TASK TO CARRY OUT: Give back the entries exactly, ending with the "Road topology of" line.

[Start of section]

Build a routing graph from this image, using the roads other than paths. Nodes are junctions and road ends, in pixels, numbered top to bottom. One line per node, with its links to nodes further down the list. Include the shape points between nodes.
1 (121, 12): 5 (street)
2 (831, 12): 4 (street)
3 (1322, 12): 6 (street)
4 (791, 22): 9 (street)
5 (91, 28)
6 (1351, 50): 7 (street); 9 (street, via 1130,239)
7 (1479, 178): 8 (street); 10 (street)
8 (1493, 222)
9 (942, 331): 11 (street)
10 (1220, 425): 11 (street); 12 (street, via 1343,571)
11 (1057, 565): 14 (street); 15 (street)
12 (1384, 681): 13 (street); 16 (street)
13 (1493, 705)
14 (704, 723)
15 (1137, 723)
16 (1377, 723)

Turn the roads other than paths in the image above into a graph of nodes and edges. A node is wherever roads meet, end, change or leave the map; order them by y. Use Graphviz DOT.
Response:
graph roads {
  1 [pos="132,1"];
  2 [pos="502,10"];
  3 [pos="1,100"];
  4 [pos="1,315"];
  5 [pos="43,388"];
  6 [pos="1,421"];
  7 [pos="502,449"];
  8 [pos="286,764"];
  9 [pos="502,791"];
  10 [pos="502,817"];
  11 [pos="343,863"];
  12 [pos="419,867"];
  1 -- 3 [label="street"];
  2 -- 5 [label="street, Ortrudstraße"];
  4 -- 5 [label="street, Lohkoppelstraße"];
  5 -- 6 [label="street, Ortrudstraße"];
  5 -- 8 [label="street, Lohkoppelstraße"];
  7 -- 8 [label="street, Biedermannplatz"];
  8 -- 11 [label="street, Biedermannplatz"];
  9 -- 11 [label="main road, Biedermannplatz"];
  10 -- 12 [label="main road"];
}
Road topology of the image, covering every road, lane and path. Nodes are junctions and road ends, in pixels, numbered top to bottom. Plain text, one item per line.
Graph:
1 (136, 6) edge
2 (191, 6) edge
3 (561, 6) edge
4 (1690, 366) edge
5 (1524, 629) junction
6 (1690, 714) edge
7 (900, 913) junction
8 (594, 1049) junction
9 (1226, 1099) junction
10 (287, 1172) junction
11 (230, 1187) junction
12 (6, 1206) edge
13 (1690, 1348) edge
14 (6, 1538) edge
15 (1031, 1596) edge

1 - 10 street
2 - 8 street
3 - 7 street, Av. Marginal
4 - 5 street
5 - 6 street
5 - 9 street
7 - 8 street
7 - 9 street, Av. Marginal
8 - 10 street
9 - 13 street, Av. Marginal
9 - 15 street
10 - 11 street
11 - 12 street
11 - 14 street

[End of section]

OUTPUT FOR THIS EXERCISE:
Build a routing graph from this image, using the roads other than paths. Nodes are junctions and road ends, in pixels, numbered top to bottom. One line per node, with its links to nodes further down the list. Include the shape points between nodes.
1 (121, 12): 5 (street)
2 (831, 12): 4 (street)
3 (1322, 12): 6 (street)
4 (791, 22): 9 (street)
5 (91, 28)
6 (1351, 50): 7 (street); 9 (street, via 1130,239)
7 (1479, 178): 8 (street); 10 (street)
8 (1493, 222)
9 (942, 331): 11 (street)
10 (1220, 425): 11 (street); 12 (street, via 1343,571)
11 (1057, 565): 14 (street); 15 (street)
12 (1384, 681): 13 (street); 16 (street)
13 (1493, 705)
14 (704, 723)
15 (1137, 723)
16 (1377, 723)

Turn the roads other than paths in the image above into a graph of nodes and edges. A node is wherever roads meet, end, change or leave the map; order them by y. Use Graphviz DOT.
Response:
graph roads {
  1 [pos="132,1"];
  2 [pos="502,10"];
  3 [pos="1,100"];
  4 [pos="1,315"];
  5 [pos="43,388"];
  6 [pos="1,421"];
  7 [pos="502,449"];
  8 [pos="286,764"];
  9 [pos="502,791"];
  10 [pos="502,817"];
  11 [pos="343,863"];
  12 [pos="419,867"];
  1 -- 3 [label="street"];
  2 -- 5 [label="street, Ortrudstraße"];
  4 -- 5 [label="street, Lohkoppelstraße"];
  5 -- 6 [label="street, Ortrudstraße"];
  5 -- 8 [label="street, Lohkoppelstraße"];
  7 -- 8 [label="street, Biedermannplatz"];
  8 -- 11 [label="street, Biedermannplatz"];
  9 -- 11 [label="main road, Biedermannplatz"];
  10 -- 12 [label="main road"];
}
Road topology of the image, covering every road, lane and path. Nodes are junctions and road ends, in pixels, numbered top to bottom. Plain text, one item per line.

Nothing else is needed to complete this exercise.